* **Required action**: No pictures go in the copy; everything else in the records below must be output exactly.

* **Records for this exercise**:
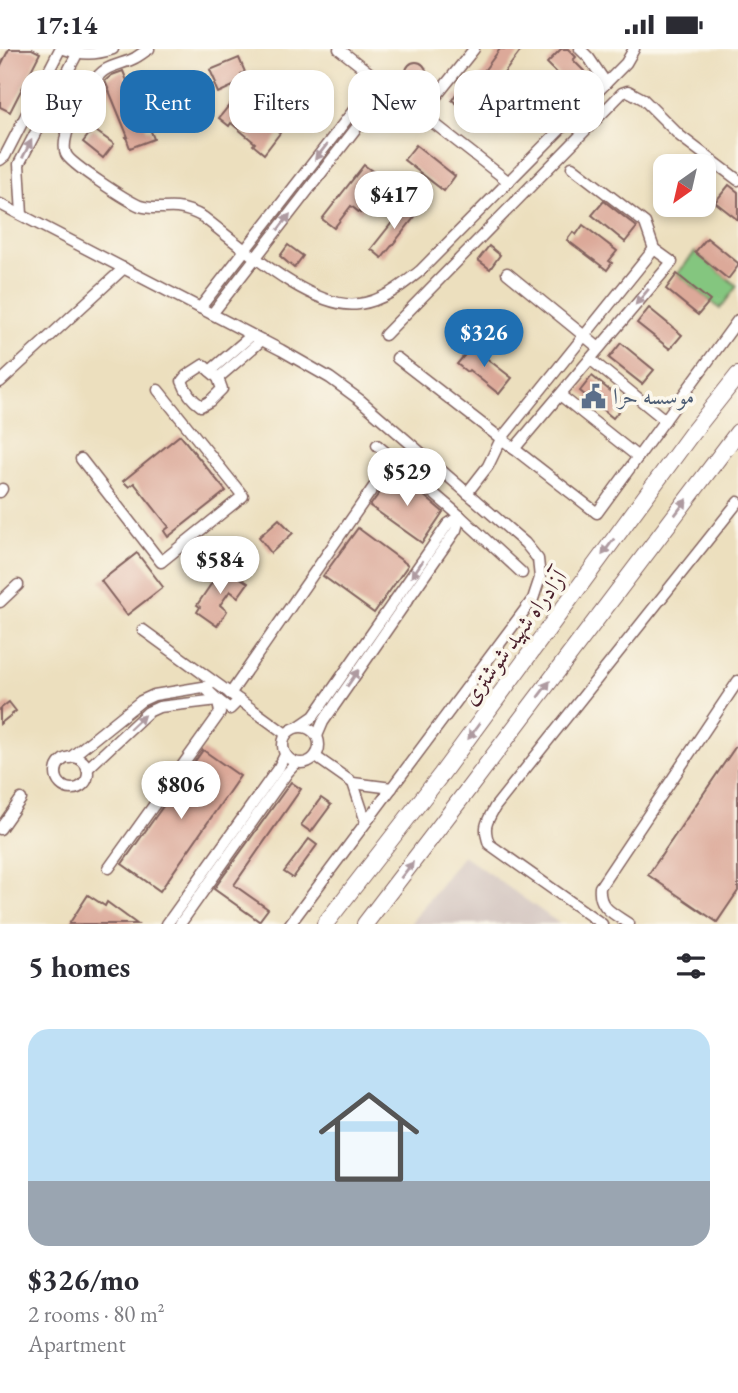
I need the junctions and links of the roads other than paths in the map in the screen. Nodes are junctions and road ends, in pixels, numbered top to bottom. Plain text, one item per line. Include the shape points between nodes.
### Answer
1 (62, 49) edge
2 (113, 49) edge
3 (149, 49) edge
4 (474, 49) edge
5 (580, 49) edge
6 (634, 49) edge
7 (343, 50) edge
8 (77, 54) junction
9 (366, 70) edge
10 (607, 83) junction
11 (440, 92) edge
12 (348, 117) edge
13 (440, 128) edge
14 (352, 133) edge
15 (0, 160) edge
16 (572, 167) dead end
17 (738, 180) edge
18 (509, 182) junction
19 (0, 204) edge
20 (22, 215) junction
21 (246, 249) junction
22 (654, 249) junction
23 (256, 257) junction
24 (124, 268) junction
25 (507, 273) dead end
26 (200, 308) junction
27 (212, 314) junction
28 (738, 320) edge
29 (385, 335) dead end
30 (584, 336) junction
31 (257, 337) junction
32 (599, 348) junction
33 (397, 358) dead end
34 (590, 359) junction
35 (214, 374) junction
36 (738, 375) edge
37 (0, 382) edge
38 (158, 390) dead end
39 (189, 395) junction
40 (560, 395) junction
41 (173, 407) junction
42 (665, 420) junction
43 (738, 432) edge
44 (501, 439) junction
45 (377, 445) dead end
46 (514, 449) junction
47 (638, 457) junction
48 (81, 459) dead end
49 (393, 459) junction
50 (467, 493) junction
51 (738, 502) edge
52 (460, 516) junction
53 (522, 573) dead end
54 (18, 585) dead end
55 (0, 602) edge
56 (143, 630) dead end
57 (738, 681) edge
58 (210, 685) junction
59 (234, 697) junction
60 (218, 700) junction
61 (298, 727) junction
62 (286, 734) junction
63 (317, 736) junction
64 (285, 755) junction
65 (316, 757) junction
66 (70, 758) junction
67 (296, 764) junction
68 (87, 769) junction
69 (353, 783) junction
70 (392, 788) junction
71 (21, 799) dead end
72 (366, 822) junction
73 (0, 829) edge
74 (109, 868) dead end
75 (167, 924) edge
76 (180, 924) edge
77 (290, 924) edge
78 (325, 924) edge
79 (365, 924) edge
80 (601, 924) edge
81 (629, 924) edge

1 - 8 street
1 - 15 street
2 - 8 street
3 - 21 street via 105,70 90,84 71,119 65,154 133,203 189,210
4 - 11 street
5 - 10 street
6 - 10 street
7 - 9 street
20 -> 8 street via 19,164
10 - 18 street
12 -> 21 street
13 - 18 street
23 -> 14 street
16 - 22 street via 645,223
17 - 29 street via 680,136 643,99 628,91 622,93
18 - 23 street via 420,271 377,300 357,305 334,303 290,283
19 - 20 street
20 - 24 street
21 - 23 street
21 - 26 street
22 - 30 street
22 -> 32 street via 672,262
23 - 27 street
24 - 26 street
24 - 37 street
25 - 30 street
26 - 27 street
27 - 31 street
28 - 42 street
30 - 32 street
30 - 44 street
31 - 35 street
31 - 50 street via 360,400
32 - 34 street
33 - 44 street
34 - 40 street
34 - 42 street
35 - 39 street via 203,365 186,376 182,381
35 - 39 street via 222,389 210,401 201,406
36 -> 78 highway, آزادراه شهید شوشتری
38 - 41 street
39 - 41 street
40 - 46 street
40 - 47 street
41 - 48 street via 243,496 161,562
42 - 47 street
79 -> 43 highway
44 - 46 street
44 - 50 street
45 - 49 street
46 - 47 street via 597,513
49 - 52 street
49 - 59 street
50 - 70 street via 538,559 540,578 533,600
51 - 80 street via 488,819 484,831 489,844
52 - 53 street
52 -> 61 street via 448,524 314,716
63 -> 52 street via 456,530
54 - 55 street
56 - 58 street
57 - 81 street via 600,887 599,897 606,909
58 - 59 street
58 - 60 street
58 - 66 street via 141,701
59 - 60 street via 230,709
59 - 62 street
68 -> 60 street via 148,712
60 - 74 street via 220,713
61 - 62 street
61 - 63 street
62 - 64 street
63 - 65 street
64 - 67 street
64 - 75 street
65 - 67 street
65 - 69 street
66 - 68 street via 81,760
66 - 68 street via 61,761 56,770 63,787 79,788
67 - 76 street
69 - 70 street
69 - 72 street
70 - 72 street
71 - 73 street
72 - 77 street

* **Answer section**:
I need the junctions and links of the roads other than paths in the map in the screen. Nodes are junctions and road ends, in pixels, numbered top to bottom. Plain text, one item per line. Include the shape points between nodes.
### Answer
1 (62, 49) edge
2 (113, 49) edge
3 (149, 49) edge
4 (474, 49) edge
5 (580, 49) edge
6 (634, 49) edge
7 (343, 50) edge
8 (77, 54) junction
9 (366, 70) edge
10 (607, 83) junction
11 (440, 92) edge
12 (348, 117) edge
13 (440, 128) edge
14 (352, 133) edge
15 (0, 160) edge
16 (572, 167) dead end
17 (738, 180) edge
18 (509, 182) junction
19 (0, 204) edge
20 (22, 215) junction
21 (246, 249) junction
22 (654, 249) junction
23 (256, 257) junction
24 (124, 268) junction
25 (507, 273) dead end
26 (200, 308) junction
27 (212, 314) junction
28 (738, 320) edge
29 (385, 335) dead end
30 (584, 336) junction
31 (257, 337) junction
32 (599, 348) junction
33 (397, 358) dead end
34 (590, 359) junction
35 (214, 374) junction
36 (738, 375) edge
37 (0, 382) edge
38 (158, 390) dead end
39 (189, 395) junction
40 (560, 395) junction
41 (173, 407) junction
42 (665, 420) junction
43 (738, 432) edge
44 (501, 439) junction
45 (377, 445) dead end
46 (514, 449) junction
47 (638, 457) junction
48 (81, 459) dead end
49 (393, 459) junction
50 (467, 493) junction
51 (738, 502) edge
52 (460, 516) junction
53 (522, 573) dead end
54 (18, 585) dead end
55 (0, 602) edge
56 (143, 630) dead end
57 (738, 681) edge
58 (210, 685) junction
59 (234, 697) junction
60 (218, 700) junction
61 (298, 727) junction
62 (286, 734) junction
63 (317, 736) junction
64 (285, 755) junction
65 (316, 757) junction
66 (70, 758) junction
67 (296, 764) junction
68 (87, 769) junction
69 (353, 783) junction
70 (392, 788) junction
71 (21, 799) dead end
72 (366, 822) junction
73 (0, 829) edge
74 (109, 868) dead end
75 (167, 924) edge
76 (180, 924) edge
77 (290, 924) edge
78 (325, 924) edge
79 (365, 924) edge
80 (601, 924) edge
81 (629, 924) edge

1 - 8 street
1 - 15 street
2 - 8 street
3 - 21 street via 105,70 90,84 71,119 65,154 133,203 189,210
4 - 11 street
5 - 10 street
6 - 10 street
7 - 9 street
20 -> 8 street via 19,164
10 - 18 street
12 -> 21 street
13 - 18 street
23 -> 14 street
16 - 22 street via 645,223
17 - 29 street via 680,136 643,99 628,91 622,93
18 - 23 street via 420,271 377,300 357,305 334,303 290,283
19 - 20 street
20 - 24 street
21 - 23 street
21 - 26 street
22 - 30 street
22 -> 32 street via 672,262
23 - 27 street
24 - 26 street
24 - 37 street
25 - 30 street
26 - 27 street
27 - 31 street
28 - 42 street
30 - 32 street
30 - 44 street
31 - 35 street
31 - 50 street via 360,400
32 - 34 street
33 - 44 street
34 - 40 street
34 - 42 street
35 - 39 street via 203,365 186,376 182,381
35 - 39 street via 222,389 210,401 201,406
36 -> 78 highway, آزادراه شهید شوشتری
38 - 41 street
39 - 41 street
40 - 46 street
40 - 47 street
41 - 48 street via 243,496 161,562
42 - 47 street
79 -> 43 highway
44 - 46 street
44 - 50 street
45 - 49 street
46 - 47 street via 597,513
49 - 52 street
49 - 59 street
50 - 70 street via 538,559 540,578 533,600
51 - 80 street via 488,819 484,831 489,844
52 - 53 street
52 -> 61 street via 448,524 314,716
63 -> 52 street via 456,530
54 - 55 street
56 - 58 street
57 - 81 street via 600,887 599,897 606,909
58 - 59 street
58 - 60 street
58 - 66 street via 141,701
59 - 60 street via 230,709
59 - 62 street
68 -> 60 street via 148,712
60 - 74 street via 220,713
61 - 62 street
61 - 63 street
62 - 64 street
63 - 65 street
64 - 67 street
64 - 75 street
65 - 67 street
65 - 69 street
66 - 68 street via 81,760
66 - 68 street via 61,761 56,770 63,787 79,788
67 - 76 street
69 - 70 street
69 - 72 street
70 - 72 street
71 - 73 street
72 - 77 street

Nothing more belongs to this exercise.